Since symmetry of a waveform is used for the generation of a pitch
waveform, the number of calculations that are required for the generation
of a speech waveform can be reduced.
According to the present invention, since a power spectrum envelope for
speech is employed as a parameter for the generation of a pitch waveform,
a speech waveform can be generated by using a parameter in a frequency
range and a parameter operation in the frequency range can be performed.

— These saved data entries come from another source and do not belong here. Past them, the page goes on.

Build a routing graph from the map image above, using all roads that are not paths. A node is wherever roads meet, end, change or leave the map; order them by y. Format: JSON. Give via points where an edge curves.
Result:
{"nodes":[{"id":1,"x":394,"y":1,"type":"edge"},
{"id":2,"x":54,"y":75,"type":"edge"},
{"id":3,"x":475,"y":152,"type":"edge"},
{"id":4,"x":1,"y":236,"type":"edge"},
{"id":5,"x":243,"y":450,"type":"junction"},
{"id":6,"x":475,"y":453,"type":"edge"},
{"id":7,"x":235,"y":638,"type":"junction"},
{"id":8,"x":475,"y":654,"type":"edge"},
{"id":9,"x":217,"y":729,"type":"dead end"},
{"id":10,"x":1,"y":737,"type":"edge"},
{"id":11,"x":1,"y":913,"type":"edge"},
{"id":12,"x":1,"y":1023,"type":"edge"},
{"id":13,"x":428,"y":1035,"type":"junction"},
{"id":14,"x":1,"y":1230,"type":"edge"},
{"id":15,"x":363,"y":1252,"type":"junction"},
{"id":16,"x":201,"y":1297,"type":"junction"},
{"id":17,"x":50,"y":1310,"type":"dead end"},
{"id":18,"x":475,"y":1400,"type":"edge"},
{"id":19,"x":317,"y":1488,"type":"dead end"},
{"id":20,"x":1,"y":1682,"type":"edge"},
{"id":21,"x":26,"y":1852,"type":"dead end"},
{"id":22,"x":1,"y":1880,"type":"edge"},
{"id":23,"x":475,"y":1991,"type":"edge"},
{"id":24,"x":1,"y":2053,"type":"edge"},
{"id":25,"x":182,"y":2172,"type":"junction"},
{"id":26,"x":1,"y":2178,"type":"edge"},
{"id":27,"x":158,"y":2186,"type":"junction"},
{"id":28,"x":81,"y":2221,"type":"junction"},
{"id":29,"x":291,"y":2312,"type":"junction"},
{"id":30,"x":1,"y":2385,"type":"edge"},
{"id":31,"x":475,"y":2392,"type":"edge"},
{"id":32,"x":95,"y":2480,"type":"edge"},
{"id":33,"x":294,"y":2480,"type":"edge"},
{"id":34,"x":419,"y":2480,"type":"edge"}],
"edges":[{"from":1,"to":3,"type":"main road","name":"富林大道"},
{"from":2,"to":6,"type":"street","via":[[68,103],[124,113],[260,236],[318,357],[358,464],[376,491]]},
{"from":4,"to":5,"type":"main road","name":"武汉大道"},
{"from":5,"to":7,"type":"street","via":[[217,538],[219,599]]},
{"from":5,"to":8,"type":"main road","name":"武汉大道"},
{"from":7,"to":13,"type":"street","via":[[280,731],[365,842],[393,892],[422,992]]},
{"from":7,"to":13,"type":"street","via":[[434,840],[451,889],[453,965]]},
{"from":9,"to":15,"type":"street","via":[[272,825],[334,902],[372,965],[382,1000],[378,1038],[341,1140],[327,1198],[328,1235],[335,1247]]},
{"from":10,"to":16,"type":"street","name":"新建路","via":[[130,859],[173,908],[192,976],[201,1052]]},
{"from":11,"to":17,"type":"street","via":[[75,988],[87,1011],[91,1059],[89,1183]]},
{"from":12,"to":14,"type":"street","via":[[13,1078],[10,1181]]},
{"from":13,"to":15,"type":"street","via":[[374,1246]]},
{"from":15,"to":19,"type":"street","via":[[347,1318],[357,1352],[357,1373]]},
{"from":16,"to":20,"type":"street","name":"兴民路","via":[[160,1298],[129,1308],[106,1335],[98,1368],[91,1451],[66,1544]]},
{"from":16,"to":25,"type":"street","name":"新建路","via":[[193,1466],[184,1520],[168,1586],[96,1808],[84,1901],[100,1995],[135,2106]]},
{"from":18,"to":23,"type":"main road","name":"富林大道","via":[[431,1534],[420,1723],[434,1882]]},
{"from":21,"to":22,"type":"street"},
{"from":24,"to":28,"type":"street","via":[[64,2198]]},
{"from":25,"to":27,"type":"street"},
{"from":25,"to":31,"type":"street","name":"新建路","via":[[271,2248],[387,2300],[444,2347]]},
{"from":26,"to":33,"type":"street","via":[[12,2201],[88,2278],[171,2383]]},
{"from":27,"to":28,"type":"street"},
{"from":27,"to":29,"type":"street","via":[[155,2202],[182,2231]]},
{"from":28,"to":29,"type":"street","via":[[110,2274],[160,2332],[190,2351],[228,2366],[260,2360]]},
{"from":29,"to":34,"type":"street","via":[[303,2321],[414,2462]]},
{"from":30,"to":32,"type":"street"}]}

According to the present invention, for the generation of a pitch waveform,
a function that decides a frequency response is employed to multiply a
function value an integer times a pitch frequency, and a sample value of a
spectral envelope that is acquired by a parameter is transformed. Then, a
Fourier transform is performed on the transformed sample value to generate
a pitch waveform, so that the timbre of the synthesized speech can be
altered without parameter operations.
BRIEF DESCRIPTION OF THE DRAWINGS
FIG. 1 is a block diagram illustrating the arrangement of functions of
components in a speech synthesis apparatus according to one embodiment of
the present invention;
FIG. 2 is an explanatory diagram for a synthesis parameter according to the
embodiment of the present invention;
FIG. 3 is an explanatory diagram for a spectral envelope according to the
embodiment of the present invention;
FIG. 4 is an explanatory diagram for the superposition of sine waves;
FIG. 5 is an explanatory diagram for the superposition of sine waves;
FIG. 6 is an explanatory diagram for the generation of a pitch waveform;
FIG. 7 is a flowchart showing a speech waveform generating process;
FIG. 8 is a diagram showing the data structure of 1 frame of parameters;
FIG. 9 is an explanatory diagram for interpolation of synthesis parameters;
FIG. 10 is an explanatory diagram for interpolation of pitch scales;
FIG. 11 is an explanatory diagram for linking waveforms;
FIG. 12 is an explanatory diagram for a pitch waveform;
FIG. 13 is comprised of FIGS. 13A and 13B showing flowcharts of a speech
waveform generation process;
FIG. 14 is a block diagram illustrating the functional arrangement of a
speech synthesis apparatus according to another embodiment;
FIG. 15 is a flowchart showing a speech waveform generation process;
FIG. 16 is a diagram showing the data structure of 1 frame of parameters;
FIG. 17 is an explanatory diagram for a synthesis parameter;
FIG. 18 is an explanatory diagram for generation of a pitch waveform;
FIG. 19 is a diagram illustrating the data structure of 1 frame of
parameters;
FIG. 20 is an explanatory diagram for interpolation of synthesis
parameters;
FIG. 21 is an explanatory diagram for a mathematical function of a
frequency response;
FIG. 22 is an explanatory diagram for the superposition of cosine waves;
FIG. 23 is an explanatory diagram for the superposition of cosine waves;
FIG. 24 is an explanatory diagram for a pitch waveform; and
FIG. 25 is a block diagram illustrating the arrangement of a speech
synthesis apparatus according to the embodiment of the present invention.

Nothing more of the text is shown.